Samarium(II) fluoride

Identifiers
- CAS Number: 15192-17-3;
- 3D model (JSmol): Interactive image;
- ChemSpider: 4416535;
- PubChem CID: 101282799;
- CompTox Dashboard (EPA): DTXSID501313378 ;

Properties
- Chemical formula: SmF_{2}

Structure
- Crystal structure: Fluorite structure
- Space group: Fm3m (No. 225)
- Lattice constant: a = 587.10 pm
- Formula units (Z): 4

Related compounds
- Other anions: Samarium(II) chloride Samarium(II) bromide Samarium(II) iodide
- Other cations: Europium(II) fluoride Thulium(II) fluoride Ytterbium(II) fluoride
- Related compounds: Samarium(III) fluoride

= Samarium(II) fluoride =

Samarium(II) fluoride is one of fluorides of samarium with a chemical formula SmF_{2}. The compound crystalizes in the fluorite structure, and is significantly nonstoichiometric.

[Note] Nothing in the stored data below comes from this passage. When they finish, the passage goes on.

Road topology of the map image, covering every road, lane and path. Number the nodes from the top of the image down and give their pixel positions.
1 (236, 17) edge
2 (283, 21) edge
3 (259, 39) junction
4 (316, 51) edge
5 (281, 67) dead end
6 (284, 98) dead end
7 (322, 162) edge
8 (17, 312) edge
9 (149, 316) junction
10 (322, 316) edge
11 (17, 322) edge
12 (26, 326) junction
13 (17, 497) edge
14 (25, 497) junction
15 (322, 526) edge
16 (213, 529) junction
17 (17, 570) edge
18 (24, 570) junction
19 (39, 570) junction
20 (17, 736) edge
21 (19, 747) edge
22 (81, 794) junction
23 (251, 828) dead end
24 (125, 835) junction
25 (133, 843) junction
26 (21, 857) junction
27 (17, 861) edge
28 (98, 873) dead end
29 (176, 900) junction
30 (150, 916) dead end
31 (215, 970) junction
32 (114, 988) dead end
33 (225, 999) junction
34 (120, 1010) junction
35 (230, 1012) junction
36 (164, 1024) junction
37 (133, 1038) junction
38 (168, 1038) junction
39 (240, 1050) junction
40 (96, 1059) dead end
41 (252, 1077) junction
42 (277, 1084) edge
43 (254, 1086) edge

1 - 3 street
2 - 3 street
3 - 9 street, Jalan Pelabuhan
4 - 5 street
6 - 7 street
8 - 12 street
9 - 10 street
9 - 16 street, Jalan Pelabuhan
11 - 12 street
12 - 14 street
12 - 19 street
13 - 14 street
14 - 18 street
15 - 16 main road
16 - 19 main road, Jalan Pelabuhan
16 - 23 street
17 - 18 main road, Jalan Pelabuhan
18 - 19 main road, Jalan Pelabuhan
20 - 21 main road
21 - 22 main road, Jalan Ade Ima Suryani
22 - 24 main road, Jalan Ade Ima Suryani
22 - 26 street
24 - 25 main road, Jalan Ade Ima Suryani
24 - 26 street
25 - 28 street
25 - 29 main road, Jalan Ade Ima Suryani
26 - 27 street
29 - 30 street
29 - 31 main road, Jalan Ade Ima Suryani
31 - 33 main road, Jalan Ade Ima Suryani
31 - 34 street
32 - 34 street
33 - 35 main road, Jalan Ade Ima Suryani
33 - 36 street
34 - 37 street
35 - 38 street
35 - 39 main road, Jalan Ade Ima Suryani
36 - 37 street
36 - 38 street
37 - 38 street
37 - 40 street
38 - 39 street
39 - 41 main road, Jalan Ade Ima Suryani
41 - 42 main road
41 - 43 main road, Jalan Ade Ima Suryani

Along with europium(II) fluoride and ytterbium(II) fluoride, it is one of three known rare earth difluorides, the rest are unstable.

== Preparation ==
Samarium(II) fluoride can be prepared by using samarium or hydrogen gas to reduce samarium(III) fluoride:
2 SmF3 + Sm → 3 SmF2

2 SmF3 + H2 → 2 SmF2 + 2 HF

== Properties ==

Samarium(II) fluoride is a purple to black solid. This is present in the crystal structure of the cubic calcium fluoride type (space group Fm3̅m; No. 225 with a = 587.7 pm).